This guidance from the British Medical Association (BMA) addresses ethical issues in allocating scarce life-saving medical resources during the COVID-19 pandemic, building on an ethical framework most recently revised in 2017 and providing updated guidance specific to COVID-19.
The guidance provides that it is essential for all resource allocation decisions to be:
- Reasonable in the circumstances
- Based on the best available clinical data and opinion
- Based on coherent ethical principles and reasoning
- Agreed on in advance where practicable, while recognizing that decisions may need to be rapidly revised in changing circumstances
- Consistent between different professionals as far as possible
- Communicated openly and transparently
- Subject to modification and review as the situation develops.
The BMA guidance notes that current data show a strong correlation between older age and COVID-19 mortality. However, the guidance provides that triage decisions must not be based solely on age, but rather on clinically relevant facts about individual patients and their likelihood of benefiting from available resources, though age may be a clinically relevant factor. To that end, the document notes that co-morbidities may exclude individuals from eligibility.
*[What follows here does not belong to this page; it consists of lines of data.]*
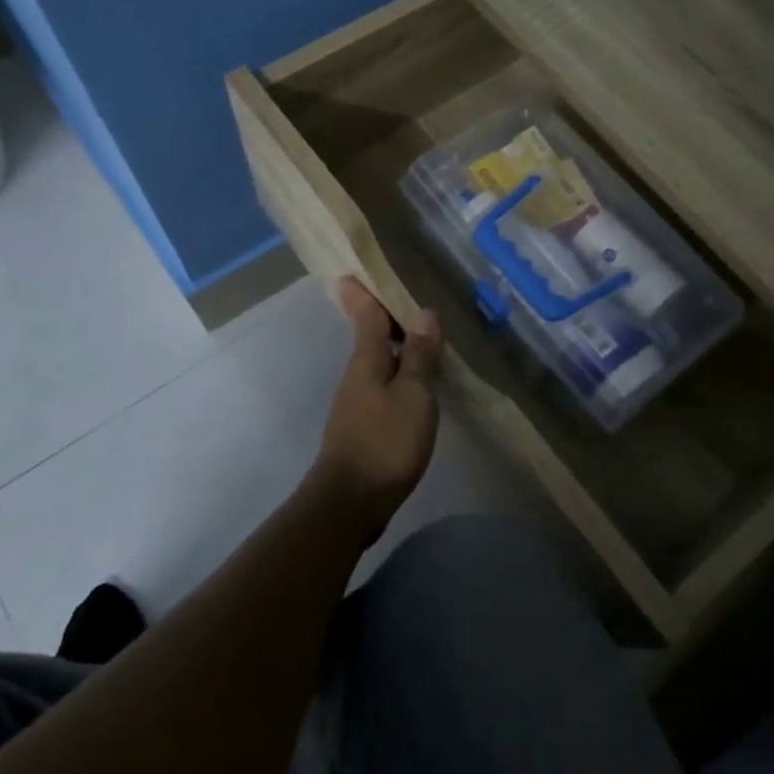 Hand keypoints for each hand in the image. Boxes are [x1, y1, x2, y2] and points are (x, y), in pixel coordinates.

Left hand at [309, 277, 442, 532]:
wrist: (350, 502)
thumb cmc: (385, 442)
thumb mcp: (413, 395)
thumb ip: (419, 355)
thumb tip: (424, 313)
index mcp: (367, 360)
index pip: (366, 316)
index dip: (362, 293)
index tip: (351, 272)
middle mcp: (358, 375)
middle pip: (371, 337)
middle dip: (384, 317)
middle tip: (405, 298)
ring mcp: (357, 403)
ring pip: (378, 363)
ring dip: (396, 347)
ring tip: (421, 338)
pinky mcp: (363, 427)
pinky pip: (383, 387)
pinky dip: (398, 375)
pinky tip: (416, 385) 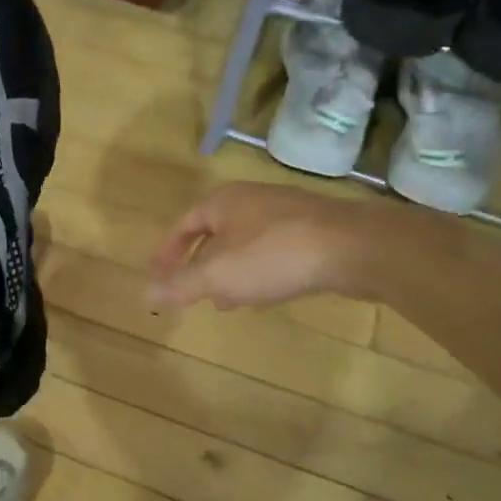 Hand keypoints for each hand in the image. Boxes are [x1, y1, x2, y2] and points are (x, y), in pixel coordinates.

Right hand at [147, 183, 373, 310]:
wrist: (355, 247)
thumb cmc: (274, 254)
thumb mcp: (218, 275)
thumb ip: (180, 285)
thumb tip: (145, 294)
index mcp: (222, 202)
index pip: (183, 225)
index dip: (167, 251)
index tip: (157, 274)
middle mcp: (251, 200)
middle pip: (213, 233)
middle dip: (199, 264)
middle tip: (189, 290)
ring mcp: (285, 213)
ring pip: (244, 244)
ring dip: (229, 271)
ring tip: (224, 300)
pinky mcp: (313, 231)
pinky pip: (271, 251)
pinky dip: (257, 271)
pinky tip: (264, 293) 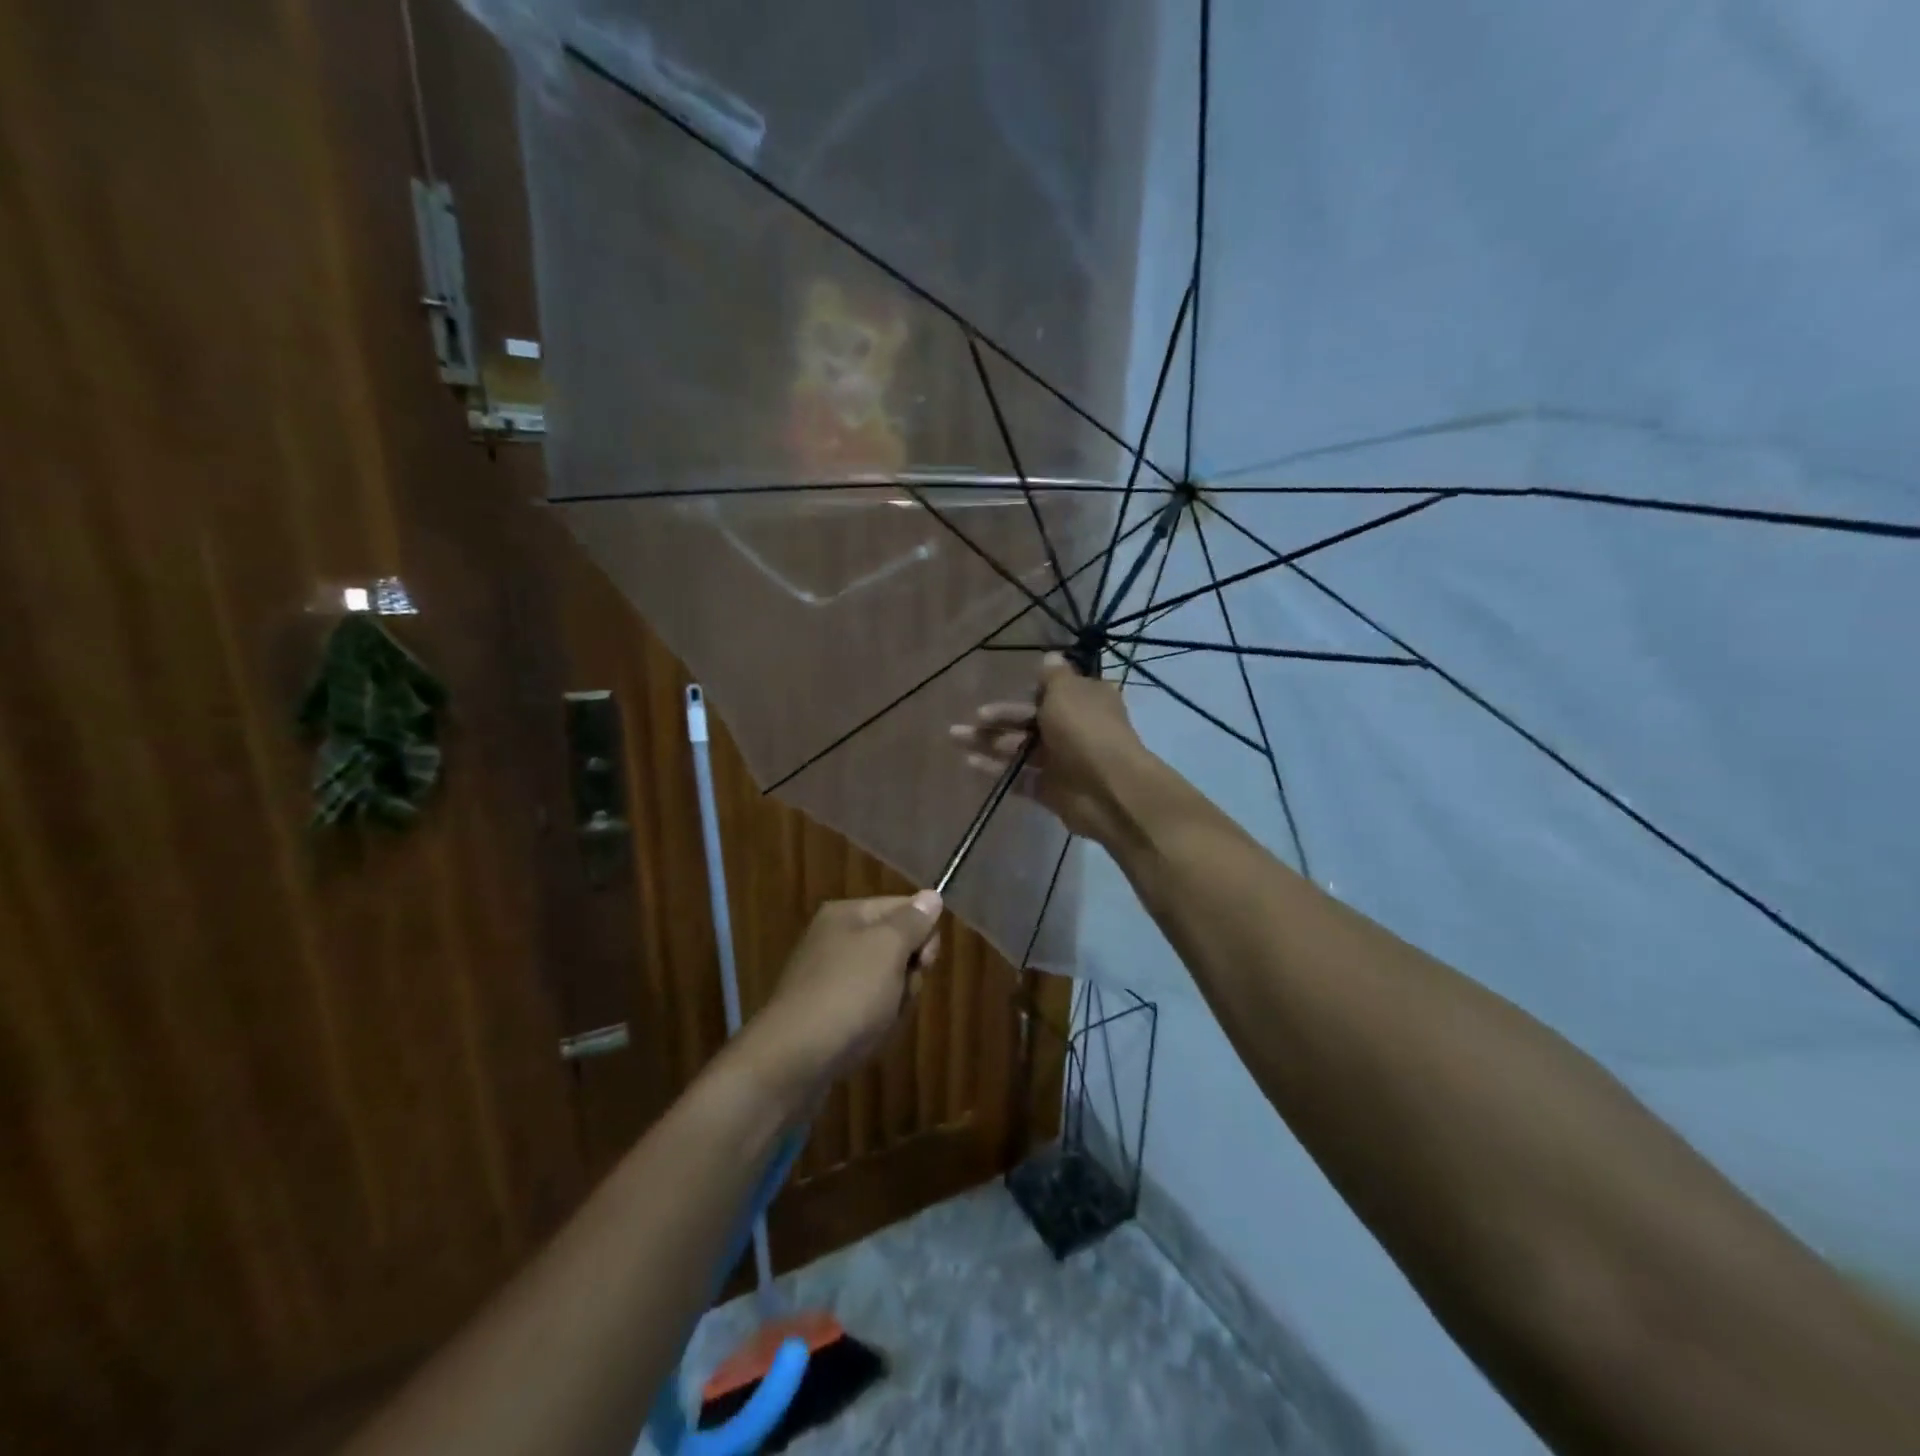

Notably, decisions on this basis must be careful not to categorically disadvantage individuals with disabilities based on disability alone or based on biases with respect to disability and quality of life or long-term life expectancy. These issues are explored more fully in other posts in this series.
When multiple persons have similar chances of survival once relevant factors are considered, the BMA guidance notes that the most likely approach to fair allocation within a similarly-situated group is “first come, first served,” which prioritizes persons who are assessed first. Of note, this is the approach outlined in Indiana’s 2014 Crisis Standards of Care plan regarding triage and ventilator allocation. However, as explained in the BMA guidelines, this approach may prioritize persons who are more mobile, have better access to transportation, or who live closer to health care facilities. This may disadvantage persons with disabilities, persons with fewer resources, and persons in rural or outlying communities. Additionally, in the U.S. context, “first come, first served” may inadvertently prioritize persons with health insurance (who may more readily seek care compared to those without insurance who are concerned with ability to pay). First come, first served may also inadvertently prioritize persons who fail to follow social distancing or other recommendations and orders, as such persons may become ill earlier than those who do follow these rules.